**What is expected:** Each line of the entries that mentions the string "Bautista" needs to be reported.

START Records shown

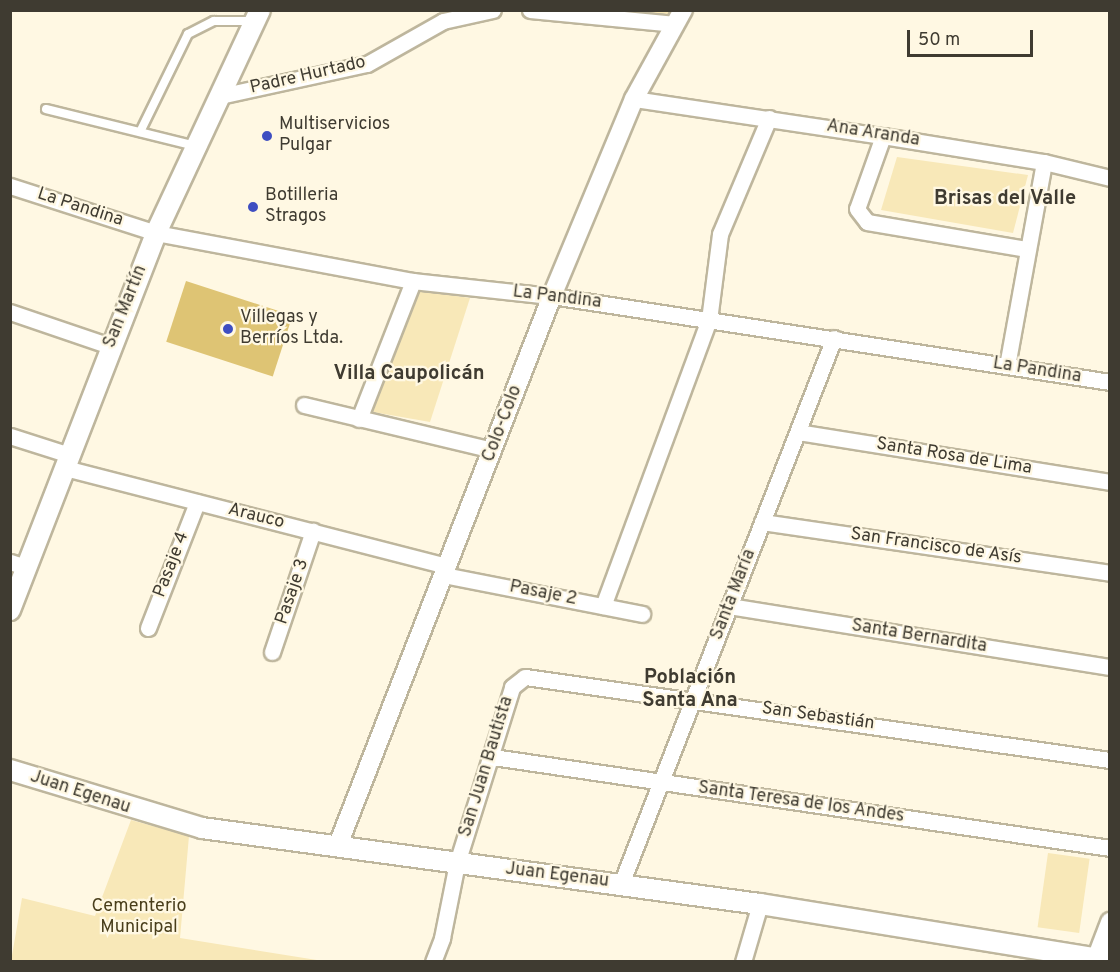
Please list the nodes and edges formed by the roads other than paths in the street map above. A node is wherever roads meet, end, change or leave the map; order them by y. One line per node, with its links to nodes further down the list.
1 (493, 10): 6 (street, Padre Hurtado)
2 (530, 10): 3 (street)
3 (608, 13): 5 (street)
4 (258, 16): 6 (main road, San Martín); 10 (lane)
5 (679, 17): 7 (street, Colo-Colo)
6 (220, 96): 12 (main road, San Martín)
7 (634, 99): 9 (street, Ana Aranda); 19 (street, Colo-Colo)
8 (46, 109): 10 (lane)
9 (769, 118): 11 (street, Ana Aranda); 21 (street)
10 (140, 132): 12 (lane)
11 (883, 136): 13 (street, Ana Aranda); 17 (street)
12 (196, 147): 16 (main road, San Martín)
13 (1044, 162): 14 (street, Ana Aranda); 17 (street)
14 (1110, 178)
15 (10, 186): 16 (street, La Pandina)
16 (156, 233): 18 (street, La Pandina); 23 (main road, San Martín)
17 (1026, 249): 24 (street)
18 (413, 281): 19 (street, La Pandina); 27 (street)
19 (552, 296): 21 (street, La Pandina); 30 (street, Colo-Colo)
20 (10, 312): 23 (street)
21 (709, 320): 22 (street, La Pandina); 39 (street)
22 (834, 338): 24 (street, La Pandina); 28 (street, Santa María)
23 (110, 346): 31 (main road, San Martín)
24 (1007, 366): 25 (street, La Pandina)
25 (1109, 380)
26 (304, 405): 27 (street)
27 (359, 419): 30 (street)
28 (798, 432): 32 (street, Santa Rosa de Lima); 34 (street, Santa María)
29 (10, 436): 31 (street, Arauco)
30 (493, 450): 37 (street, Colo-Colo)
31 (67, 461): 33 (street, Arauco); 36 (main road, San Martín)
32 (1110, 482)
33 (197, 502): 35 (street, Arauco); 43 (street, Pasaje 4)
34 (762, 522): 38 (street, San Francisco de Asís); 40 (street, Santa María)
35 (313, 531): 37 (street, Arauco); 44 (street, Pasaje 3)
36 (18, 565): 41 (main road, San Martín)
37 (446, 571): 39 (street, Pasaje 2); 52 (street, Colo-Colo)
38 (1110, 573)
39 (603, 606): 42 (street, Pasaje 2)
40 (729, 606): 45 (street, Santa Bernardita); 47 (street, Santa María)
41 (10, 610)
42 (642, 614)
43 (148, 628)
44 (272, 652)
45 (1110, 667)
46 (525, 677): 47 (street, San Sebastián); 48 (street, San Juan Bautista)
47 (693, 698): 49 (street, San Sebastián); 51 (street, Santa María)
48 (493, 757): 51 (street, Santa Teresa de los Andes); 54 (street, San Juan Bautista)
49 (1110, 760)
50 (10, 770): 52 (main road, Juan Egenau)
51 (661, 782): 53 (street, Santa Teresa de los Andes); 55 (street, Santa María)
52 (338, 845): 54 (main road, Juan Egenau)
53 (1110, 848)
54 (457, 863): 55 (main road, Juan Egenau); 59 (street, San Juan Bautista)
55 (621, 884): 56 (main road, Juan Egenau)
56 (760, 904): 58 (main road, Juan Egenau); 60 (street)
57 (1110, 922): 58 (street)
58 (1103, 960)
59 (432, 962)
60 (743, 962)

END Records shown

**Response:**
46 (525, 677): 47 (street, San Sebastián); 48 (street, San Juan Bautista)
48 (493, 757): 51 (street, Santa Teresa de los Andes); 54 (street, San Juan Bautista)
54 (457, 863): 55 (main road, Juan Egenau); 59 (street, San Juan Bautista)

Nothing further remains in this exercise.